Savoyarde (mit umwölktem Gesicht). – » Nô – Eccellenza!« Nach einer kleinen Pause aber sagt er schnell: » Si – si!« spielt eine feierliche Melodie auf seiner Orgel – hält inne – stützt die eine Hand auf das Instrument und weist mit der andern gen Himmel.

Pisistratus versteht ihn. Der Vater ist, wie die Drehorgel, zu gleicher Zeit todt und lebendig. Die bloße Maschine ist etwas Todtes, aber die Musik lebt. Pisistratus läßt abermals eine kleine Silbermünze auf den Boden gleiten und wendet sich weg

Gott segne Dich und helfe Dir, kleiner Savoyarde! Pisistratus verdankt Dir sehr viel. Du hast die herbe Weisheit des jungen Gentleman in der Sammtjacke berichtigt – Pisistratus ist durch Dich ein besserer Mensch geworden.
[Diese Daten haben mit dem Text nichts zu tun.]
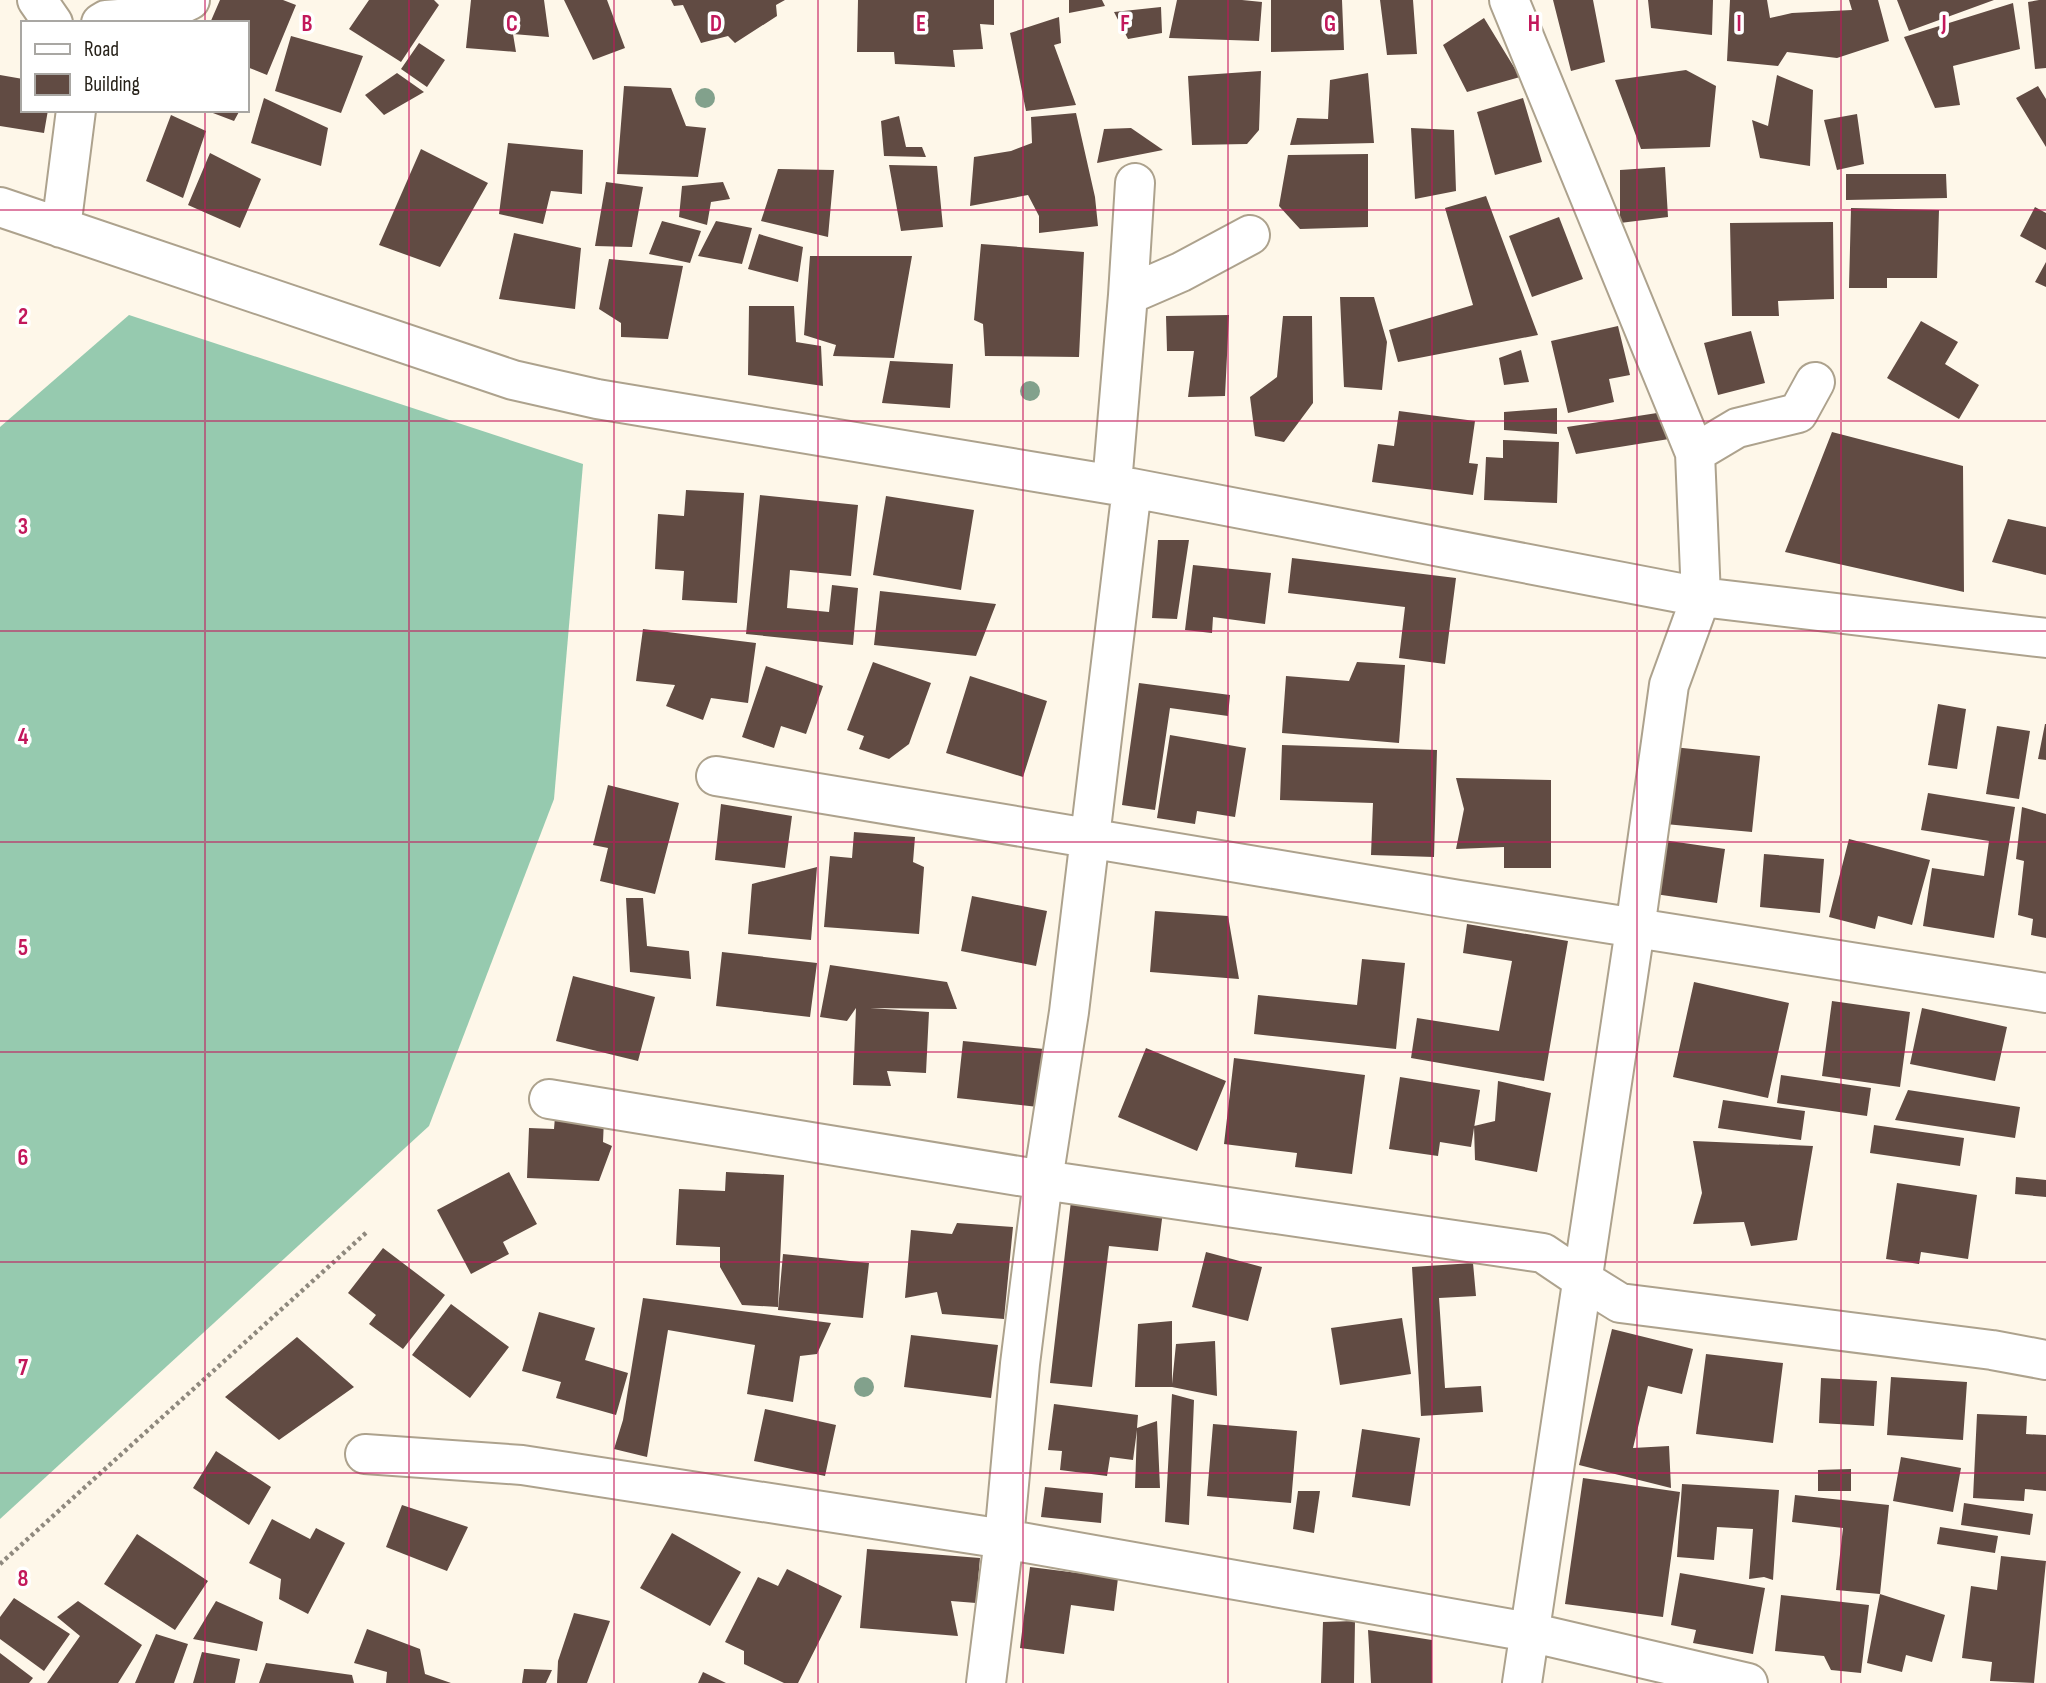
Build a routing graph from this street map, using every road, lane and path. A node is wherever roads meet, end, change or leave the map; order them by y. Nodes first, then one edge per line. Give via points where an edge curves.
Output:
1 (37, 0) edge
2 (190, 0) edge
3 (1510, 0) edge
4 (52, 21) edge
5 (105, 21) edge
6 (76, 112) edge
7 (1135, 183) dead end
8 (0, 207) edge
9 (61, 228) junction
10 (1250, 235) dead end
11 (1128, 295) junction
12 (1815, 382) dead end
13 (1695, 453) junction
14 (1122, 486) junction
15 (1701, 597) junction
16 (2046, 638) edge
17 (716, 776) dead end
18 (1089, 840) junction
19 (1635, 929) junction
20 (2046, 993) edge
21 (549, 1099) dead end
22 (1043, 1180) junction
23 (368, 1231) dead end
24 (1583, 1280) junction
25 (2046, 1360) edge
26 (365, 1454) dead end
27 (1004, 1539) junction
28 (0, 1564) edge
29 (1529, 1632) junction
30 (986, 1683) edge
31 (1522, 1683) edge
32 (1748, 1683) edge

1 - 4 street
2 - 5 street via 156,16
3 - 13 street
6 - 9 street
7 - 11 street
8 - 9 street
9 - 14 street via 513,380 597,399
10 - 11 street
11 - 14 street
12 - 13 street via 1798,413 1737,428
13 - 15 street
14 - 15 street
14 - 18 street
15 - 16 street
15 - 19 street via 1669,685
17 - 18 street
18 - 19 street
18 - 22 street
19 - 20 street
19 - 24 street
21 - 22 street
22 - 24 street via 1543,1253
22 - 27 street
23 - 28 path
24 - 25 street via 1620,1303
24 - 29 street
26 - 27 street via 522,1465
27 - 29 street
27 - 30 street
29 - 31 street
29 - 32 street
Ich hatte den Eingang des Kirchhofs erreicht und blickte zurück. Der Savoyarde saß noch immer inmitten der Gräber der Menschen, aber unter Gottes freiem Himmel. Er sah mir aufmerksam nach, und als sich unsere Blicke begegneten, drückte er die Hand auf sein Herz und lächelte. Gott segne Dich und helfe Dir, kleiner Savoyarde!